> Assignment
Print out all of the records exactly; no picture belongs in the result.

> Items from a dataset

+---+

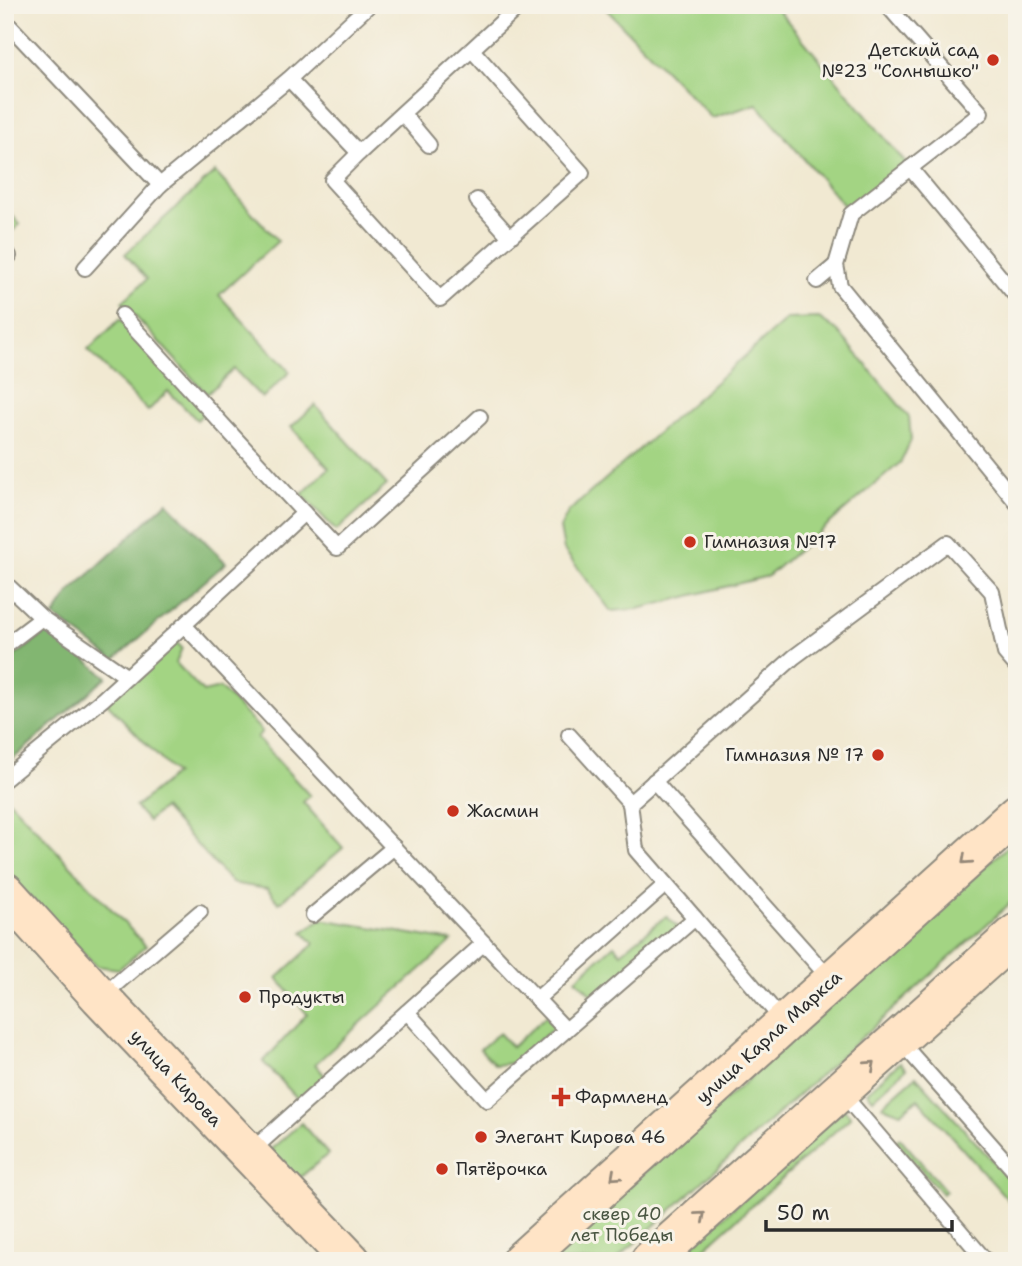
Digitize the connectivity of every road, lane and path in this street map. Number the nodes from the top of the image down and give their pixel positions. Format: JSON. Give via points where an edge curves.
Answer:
{"nodes":[{"id":1,"x":369,"y":5,"type":"edge"},
{"id":2,"x":517,"y":5,"type":"edge"},
{"id":3,"x":887,"y":5,"type":"edge"},
{"id":4,"x":5,"y":21,"type":"edge"},
{"id":5,"x":472,"y":50,"type":"junction"},
{"id":6,"x":289,"y":79,"type":"junction"},
{"id":7,"x":403,"y":114,"type":"junction"},
{"id":8,"x":429,"y":145,"type":"dead end"},
{"id":9,"x":359,"y":153,"type":"junction"},
{"id":10,"x":910,"y":168,"type":"junction"},
{"id":11,"x":160,"y":185,"type":"junction"},
{"id":12,"x":477,"y":200,"type":"dead end"},
{"id":13,"x":510,"y":237,"type":"junction"},
{"id":14,"x":836,"y":265,"type":"junction"},
{"id":15,"x":85,"y":268,"type":"dead end"},
{"id":16,"x":817,"y":281,"type":"dead end"},
{"id":17,"x":1016,"y":296,"type":"edge"},
{"id":18,"x":122,"y":315,"type":"dead end"},
{"id":19,"x":480,"y":417,"type":"dead end"},
{"id":20,"x":1011,"y":484,"type":"edge"},
{"id":21,"x":1017,"y":503,"type":"edge"},
{"id":22,"x":304,"y":513,"type":"junction"},
{"id":23,"x":5,"y":583,"type":"edge"},
{"id":24,"x":42,"y":618,"type":"junction"},
{"id":25,"x":184,"y":625,"type":"junction"},
{"id":26,"x":5,"y":646,"type":"edge"},
{"id":27,"x":1017,"y":667,"type":"edge"},
{"id":28,"x":127,"y":677,"type":"junction"},
{"id":29,"x":569,"y":735,"type":"dead end"},
{"id":30,"x":5,"y":779,"type":"edge"},
{"id":31,"x":654,"y":781,"type":"junction"},
{"id":32,"x":630,"y":803,"type":"junction"},
{"id":33,"x":1017,"y":814,"type":"edge"},
{"id":34,"x":394,"y":848,"type":"junction"},
{"id":35,"x":666,"y":885,"type":"junction"},
{"id":36,"x":5,"y":892,"type":"edge"},
{"id":37,"x":200,"y":912,"type":"dead end"},
{"id":38,"x":313,"y":915,"type":"dead end"},
{"id":39,"x":695,"y":918,"type":"junction"},
{"id":40,"x":1017,"y":933,"type":"edge"},
{"id":41,"x":484,"y":943,"type":"junction"},
{"id":42,"x":832,"y":981,"type":"junction"},
{"id":43,"x":100,"y":998,"type":"junction"},
{"id":44,"x":537,"y":999,"type":"junction"},
{"id":45,"x":407,"y":1012,"type":"junction"},
{"id":46,"x":785,"y":1023,"type":"junction"},
{"id":47,"x":566,"y":1030,"type":"junction"},
{"id":48,"x":899,"y":1040,"type":"junction"},
{"id":49,"x":841,"y":1092,"type":"junction"},
{"id":50,"x":248,"y":1154,"type":"junction"},
{"id":51,"x":1017,"y":1174,"type":"edge"},
{"id":52,"x":351,"y":1261,"type":"edge"},
{"id":53,"x":521,"y":1261,"type":"edge"},
{"id":54,"x":650,"y":1261,"type":"edge"},
{"id":55,"x":986,"y":1261,"type":"edge"}],
"edges":[{"from":1,"to":6,"type":"lane"},
{"from":2,"to":5,"type":"lane"},
{"from":3,"to":10,"type":"lane","via":[[981,113]]},
{"from":4,"to":11,"type":"lane"},
{"from":5,"to":7,"type":"lane"},
{"from":5,"to":13,"type":"lane","via":[[582,173]]},
{"from":6,"to":9,"type":"lane"},
{"from":6,"to":11,"type":"lane"},
{"from":7,"to":8,"type":"lane"},
{"from":7,"to":9,"type":"lane"},
{"from":9,"to":13,"type":"lane","via":[[332,180],[440,299]]},
{"from":10,"to":14,"type":"lane","via":[[851,214]]},
{"from":10,"to":17,"type":"lane"},
{"from":11,"to":15,"type":"lane"},
{"from":12,"to":13,"type":"lane"},
{"from":14,"to":16,"type":"lane"},
{"from":14,"to":20,"type":"lane","via":[[840,286]]},
{"from":18,"to":22,"type":"lane"},
{"from":19,"to":22,"type":"lane","via":[[337,548]]},
{"from":20,"to":21,"type":"lane"},
{"from":22,"to":25,"type":"lane"},
{"from":23,"to":24,"type":"lane"},
{"from":24,"to":26,"type":"lane"},
{"from":24,"to":28,"type":"lane"},
{"from":25,"to":28,"type":"lane"},
{"from":25,"to":34,"type":"lane"},
{"from":27,"to":31,"type":"lane","via":[[1005,653],[992,593],[948,543],[794,657]]},
{"from":28,"to":30,"type":"lane"},
{"from":29,"to":32,"type":"lane"},
{"from":31,"to":32,"type":"lane"},
{"from":31,"to":42,"type":"lane"},
{"from":32,"to":35,"type":"lane","via":[[636,850]]},
{"from":33,"to":42,"type":"street","name":"улица Карла Маркса","one_way":true},
{"from":34,"to":38,"type":"lane"},
{"from":34,"to":41,"type":"lane"},
{"from":35,"to":39,"type":"lane"},
{"from":35,"to":44,"type":"lane"},
{"from":36,"to":43,"type":"street","name":"улица Кирова"},
{"from":37,"to":43,"type":"lane"},
{"from":39,"to":46,"type":"lane"},
{"from":39,"to":47,"type":"lane"},
{"from":40,"to":48,"type":"street"},
{"from":41,"to":44,"type":"lane"},
{"from":41,"to":45,"type":"lane"},
{"from":42,"to":46,"type":"street","name":"улица Карла Маркса"},
{"from":43,"to":50,"type":"street","name":"улица Кирова"},
{"from":44,"to":47,"type":"lane"},
{"from":45,"to":47,"type":"lane","via":[[487,1100]]},
{"from":45,"to":50,"type":"lane"},
{"from":46,"to":53,"type":"street","name":"улица Карла Маркса","one_way":true},
{"from":49,"to":48,"type":"street","one_way":true},
{"from":48,"to":51,"type":"lane"},
{"from":54,"to":49,"type":"street","one_way":true},
{"from":49,"to":55,"type":"lane"},
{"from":50,"to":52,"type":"street","name":"улица Кирова"}]}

+---+

> Answer box
Digitize the connectivity of every road, lane and path in this street map. Number the nodes from the top of the image down and give their pixel positions. Format: JSON. Give via points where an edge curves.
Answer:
{"nodes":[{"id":1,"x":369,"y":5,"type":"edge"},
{"id":2,"x":517,"y":5,"type":"edge"},
{"id":3,"x":887,"y":5,"type":"edge"},
{"id":4,"x":5,"y":21,"type":"edge"},
{"id":5,"x":472,"y":50,"type":"junction"},
{"id":6,"x":289,"y":79,"type":"junction"},
{"id":7,"x":403,"y":114,"type":"junction"},
{"id":8,"x":429,"y":145,"type":"dead end"},
{"id":9,"x":359,"y":153,"type":"junction"},
{"id":10,"x":910,"y":168,"type":"junction"},
{"id":11,"x":160,"y":185,"type":"junction"},
{"id":12,"x":477,"y":200,"type":"dead end"},
{"id":13,"x":510,"y":237,"type":"junction"},
{"id":14,"x":836,"y":265,"type":"junction"},
{"id":15,"x":85,"y":268,"type":"dead end"},
{"id":16,"x":817,"y":281,"type":"dead end"},
{"id":17,"x":1016,"y":296,"type":"edge"},
{"id":18,"x":122,"y":315,"type":"dead end"},
{"id":19,"x":480,"y":417,"type":"dead end"},
{"id":20,"x":1011,"y":484,"type":"edge"},
{"id":21,"x":1017,"y":503,"type":"edge"},
{"id":22,"x":304,"y":513,"type":"junction"},
{"id":23,"x":5,"y":583,"type":"edge"},
{"id":24,"x":42,"y":618,"type":"junction"},
{"id":25,"x":184,"y":625,"type":"junction"},
{"id":26,"x":5,"y":646,"type":"edge"},
{"id":27,"x":1017,"y":667,"type":"edge"},
{"id":28,"x":127,"y":677,"type":"junction"},
{"id":29,"x":569,"y":735,"type":"dead end"},
{"id":30,"x":5,"y":779,"type":"edge"},
{"id":31,"x":654,"y":781,"type":"junction"},
{"id":32,"x":630,"y":803,"type":"junction"},
{"id":33,"x":1017,"y":814,"type":"edge"},
{"id":34,"x":394,"y":848,"type":"junction"},
{"id":35,"x":666,"y":885,"type":"junction"},
{"id":36,"x":5,"y":892,"type":"edge"},
{"id":37,"x":200,"y":912,"type":"dead end"},
{"id":38,"x":313,"y":915,"type":"dead end"},
{"id":39,"x":695,"y":918,"type":"junction"},
{"id":40,"x":1017,"y":933,"type":"edge"},
{"id":41,"x":484,"y":943,"type":"junction"},
{"id":42,"x":832,"y":981,"type":"junction"},
{"id":43,"x":100,"y":998,"type":"junction"},
{"id":44,"x":537,"y":999,"type":"junction"},
{"id":45,"x":407,"y":1012,"type":"junction"},
{"id":46,"x":785,"y":1023,"type":"junction"},
{"id":47,"x":566,"y":1030,"type":"junction"},
{"id":48,"x":899,"y":1040,"type":"junction"},
{"id":49,"x":841,"y":1092,"type":"junction"},
{"id":50,"x":248,"y":1154,"type":"junction"},
{"id":51,"x":1017,"y":1174,"type":"edge"},
{"id":52,"x":351,"y":1261,"type":"edge"},
{"id":53,"x":521,"y":1261,"type":"edge"},
{"id":54,"x":650,"y":1261,"type":"edge"},
{"id":55,"x":986,"y":1261,"type":"edge"}],
"edges":[{"from":1,"to":6,"type":"lane"},
{"from":2,"to":5,"type":"lane"},
{"from":3,"to":10,"type":"lane","via":[[981,113]]},
{"from":4,"to":11,"type":"lane"},
{"from":5,"to":7,"type":"lane"},
{"from":5,"to":13,"type":"lane","via":[[582,173]]},
{"from":6,"to":9,"type":"lane"},
{"from":6,"to":11,"type":"lane"},
{"from":7,"to":8,"type":"lane"},
{"from":7,"to":9,"type":"lane"},
{"from":9,"to":13,"type":"lane","via":[[332,180],[440,299]]},
{"from":10,"to":14,"type":"lane","via":[[851,214]]},
{"from":10,"to":17,"type":"lane"},
{"from":11,"to":15,"type":"lane"},
{"from":12,"to":13,"type":"lane"},
{"from":14,"to":16,"type":"lane"},
{"from":14,"to":20,"type":"lane","via":[[840,286]]},
{"from":18,"to":22,"type":"lane"},
{"from":19,"to":22,"type":"lane","via":[[337,548]]},
{"from":20,"to":21,"type":"lane"},
{"from":22,"to":25,"type":"lane"},
{"from":23,"to":24,"type":"lane"},
{"from":24,"to":26,"type":"lane"},
{"from":24,"to":28,"type":"lane"},
{"from":25,"to":28,"type":"lane"},
{"from":25,"to":34,"type":"lane"},
{"from":27,"to":31,"type":"lane","via":[[1005,653],[992,593],[948,543],[794,657]]},
{"from":28,"to":30,"type":"lane"},
{"from":29,"to":32,"type":"lane"},
{"from":31,"to":32,"type":"lane"},
{"from":31,"to":42,"type":"lane"},
{"from":32,"to":35,"type":"lane","via":[[636,850]]},
{"from":33,"to":42,"type":"street","name":"улица Карла Маркса","one_way":true},
{"from":34,"to":38,"type":"lane"},
{"from":34,"to":41,"type":"lane"},
{"from":35,"to":39,"type":"lane"},
{"from":35,"to":44,"type":"lane"},
{"from":36,"to":43,"type":"street","name":"улица Кирова"},
{"from":37,"to":43,"type":"lane"},
{"from":39,"to":46,"type":"lane"},
{"from":39,"to":47,"type":"lane"},
{"from":40,"to":48,"type":"street"},
{"from":41,"to":44,"type":"lane"},
{"from":41,"to":45,"type":"lane"},
{"from":42,"to":46,"type":"street","name":"улица Карла Маркса"},
{"from":43,"to":50,"type":"street","name":"улица Кирова"},
{"from":44,"to":47,"type":"lane"},
{"from":45,"to":47,"type":"lane","via":[[487,1100]]},
{"from":45,"to":50,"type":"lane"},
{"from":46,"to":53,"type":"street","name":"улица Карла Маркса","one_way":true},
{"from":49,"to":48,"type":"street","one_way":true},
{"from":48,"to":51,"type":"lane"},
{"from":54,"to":49,"type":"street","one_way":true},
{"from":49,"to":55,"type":"lane"},
{"from":50,"to":52,"type":"street","name":"улица Кирова"}]}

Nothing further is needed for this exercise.